• Given entries:
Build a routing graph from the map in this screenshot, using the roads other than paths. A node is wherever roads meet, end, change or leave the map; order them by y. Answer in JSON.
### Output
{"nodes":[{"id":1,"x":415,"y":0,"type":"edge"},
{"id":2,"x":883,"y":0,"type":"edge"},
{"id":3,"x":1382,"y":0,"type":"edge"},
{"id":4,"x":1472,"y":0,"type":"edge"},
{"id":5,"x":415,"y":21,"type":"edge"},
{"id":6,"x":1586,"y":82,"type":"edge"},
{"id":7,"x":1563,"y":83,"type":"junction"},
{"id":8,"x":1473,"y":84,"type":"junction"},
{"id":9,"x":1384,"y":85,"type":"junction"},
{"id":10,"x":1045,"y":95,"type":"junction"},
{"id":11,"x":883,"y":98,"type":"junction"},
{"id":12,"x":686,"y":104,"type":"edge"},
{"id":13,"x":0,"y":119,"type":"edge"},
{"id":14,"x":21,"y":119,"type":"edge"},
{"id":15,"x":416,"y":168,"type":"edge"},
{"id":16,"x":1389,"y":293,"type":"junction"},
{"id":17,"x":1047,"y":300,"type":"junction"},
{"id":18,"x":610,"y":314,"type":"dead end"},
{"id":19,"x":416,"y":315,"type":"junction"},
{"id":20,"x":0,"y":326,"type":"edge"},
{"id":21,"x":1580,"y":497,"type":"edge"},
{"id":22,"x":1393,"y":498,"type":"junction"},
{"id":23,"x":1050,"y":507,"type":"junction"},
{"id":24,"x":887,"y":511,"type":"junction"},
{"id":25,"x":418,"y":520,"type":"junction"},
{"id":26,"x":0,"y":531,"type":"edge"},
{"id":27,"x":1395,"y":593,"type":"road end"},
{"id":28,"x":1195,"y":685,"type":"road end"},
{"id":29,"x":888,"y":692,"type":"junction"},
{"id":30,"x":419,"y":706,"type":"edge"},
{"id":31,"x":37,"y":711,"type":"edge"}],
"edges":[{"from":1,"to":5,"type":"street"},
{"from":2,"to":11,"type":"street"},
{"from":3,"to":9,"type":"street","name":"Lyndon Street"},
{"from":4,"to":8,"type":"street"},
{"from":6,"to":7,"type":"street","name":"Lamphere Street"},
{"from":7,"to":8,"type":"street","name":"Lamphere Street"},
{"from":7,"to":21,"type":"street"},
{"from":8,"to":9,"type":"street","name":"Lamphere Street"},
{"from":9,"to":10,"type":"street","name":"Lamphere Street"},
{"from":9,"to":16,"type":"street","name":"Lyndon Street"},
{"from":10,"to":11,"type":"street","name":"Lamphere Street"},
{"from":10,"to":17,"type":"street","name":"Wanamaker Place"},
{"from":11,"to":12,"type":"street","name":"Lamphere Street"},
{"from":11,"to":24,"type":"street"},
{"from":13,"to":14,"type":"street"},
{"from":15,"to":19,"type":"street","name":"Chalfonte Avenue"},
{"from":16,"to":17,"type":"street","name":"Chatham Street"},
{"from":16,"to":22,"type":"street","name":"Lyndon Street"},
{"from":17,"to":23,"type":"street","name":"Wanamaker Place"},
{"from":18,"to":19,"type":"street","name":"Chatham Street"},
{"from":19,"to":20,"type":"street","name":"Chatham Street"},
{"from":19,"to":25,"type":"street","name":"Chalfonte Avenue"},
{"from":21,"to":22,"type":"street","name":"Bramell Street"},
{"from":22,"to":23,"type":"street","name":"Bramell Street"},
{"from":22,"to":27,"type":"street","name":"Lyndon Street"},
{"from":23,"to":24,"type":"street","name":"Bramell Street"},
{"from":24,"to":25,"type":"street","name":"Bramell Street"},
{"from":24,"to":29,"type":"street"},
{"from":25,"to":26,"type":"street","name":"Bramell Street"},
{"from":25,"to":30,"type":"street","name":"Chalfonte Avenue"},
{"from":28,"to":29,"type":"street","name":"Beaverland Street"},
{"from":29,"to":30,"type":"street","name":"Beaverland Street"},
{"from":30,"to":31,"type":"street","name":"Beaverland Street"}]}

• Work to be completed:
Reproduce the listing above in full, word for word.

• Result for this exercise:
Build a routing graph from the map in this screenshot, using the roads other than paths. A node is wherever roads meet, end, change or leave the map; order them by y. Answer in JSON.
### Output
{"nodes":[{"id":1,"x":415,"y":0,"type":"edge"},
{"id":2,"x":883,"y":0,"type":"edge"},
{"id":3,"x":1382,"y":0,"type":"edge"},
{"id":4,"x":1472,"y":0,"type":"edge"},
{"id":5,"x":415,"y":21,"type":"edge"},
{"id":6,"x":1586,"y":82,"type":"edge"},
{"id":7,"x":1563,"y":83,"type":"junction"},
{"id":8,"x":1473,"y":84,"type":"junction"},
{"id":9,"x":1384,"y":85,"type":"junction"},
{"id":10,"x":1045,"y":95,"type":"junction"},
{"id":11,"x":883,"y":98,"type":"junction"},
{"id":12,"x":686,"y":104,"type":"edge"},
{"id":13,"x":0,"y":119,"type":"edge"},
{"id":14,"x":21,"y":119,"type":"edge"},
{"id":15,"x":416,"y":168,"type":"edge"},
{"id":16,"x":1389,"y":293,"type":"junction"},
{"id":17,"x":1047,"y":300,"type":"junction"},
{"id":18,"x":610,"y":314,"type":"dead end"},
{"id":19,"x":416,"y":315,"type":"junction"},
{"id":20,"x":0,"y":326,"type":"edge"},
{"id":21,"x":1580,"y":497,"type":"edge"},
{"id":22,"x":1393,"y":498,"type":"junction"},
{"id":23,"x":1050,"y":507,"type":"junction"},
{"id":24,"x":887,"y":511,"type":"junction"},
{"id":25,"x":418,"y":520,"type":"junction"},
{"id":26,"x":0,"y":531,"type":"edge"},
{"id":27,"x":1395,"y":593,"type":"road end"},
{"id":28,"x":1195,"y":685,"type":"road end"},
{"id":29,"x":888,"y":692,"type":"junction"},
{"id":30,"x":419,"y":706,"type":"edge"},
{"id":31,"x":37,"y":711,"type":"edge"}],
"edges":[{"from":1,"to":5,"type":"street"},
{"from":2,"to":11,"type":"street"},
{"from":3,"to":9,"type":"street","name":"Lyndon Street"},
{"from":4,"to":8,"type":"street"},
{"from":6,"to":7,"type":"street","name":"Lamphere Street"},
{"from":7,"to":8,"type":"street","name":"Lamphere Street"},
{"from":7,"to":21,"type":"street"},
{"from":8,"to":9,"type":"street","name":"Lamphere Street"},
{"from":9,"to":10,"type":"street","name":"Lamphere Street"},
{"from":9,"to":16,"type":"street","name":"Lyndon Street"},
{"from":10,"to":11,"type":"street","name":"Lamphere Street"},
{"from":10,"to":17,"type":"street","name":"Wanamaker Place"},
{"from":11,"to":12,"type":"street","name":"Lamphere Street"},
{"from":11,"to":24,"type":"street"},
{"from":13,"to":14,"type":"street"},
{"from":15,"to":19,"type":"street","name":"Chalfonte Avenue"},
{"from":16,"to":17,"type":"street","name":"Chatham Street"},
{"from":16,"to":22,"type":"street","name":"Lyndon Street"},
{"from":17,"to":23,"type":"street","name":"Wanamaker Place"},
{"from":18,"to":19,"type":"street","name":"Chatham Street"},
{"from":19,"to":20,"type":"street","name":"Chatham Street"},
{"from":19,"to":25,"type":"street","name":"Chalfonte Avenue"},
{"from":21,"to":22,"type":"street","name":"Bramell Street"},
{"from":22,"to":23,"type":"street","name":"Bramell Street"},
{"from":22,"to":27,"type":"street","name":"Lyndon Street"},
{"from":23,"to":24,"type":"street","name":"Bramell Street"},
{"from":24,"to":25,"type":"street","name":"Bramell Street"},
{"from":24,"to":29,"type":"street"},
{"from":25,"to":26,"type":"street","name":"Bramell Street"},
{"from":25,"to":30,"type":"street","name":"Chalfonte Avenue"},
{"from":28,"to":29,"type":"street","name":"Beaverland Street"},
{"from":29,"to":30,"type":"street","name":"Beaverland Street"},
{"from":30,"to":31,"type":"street","name":"Beaverland Street"}]}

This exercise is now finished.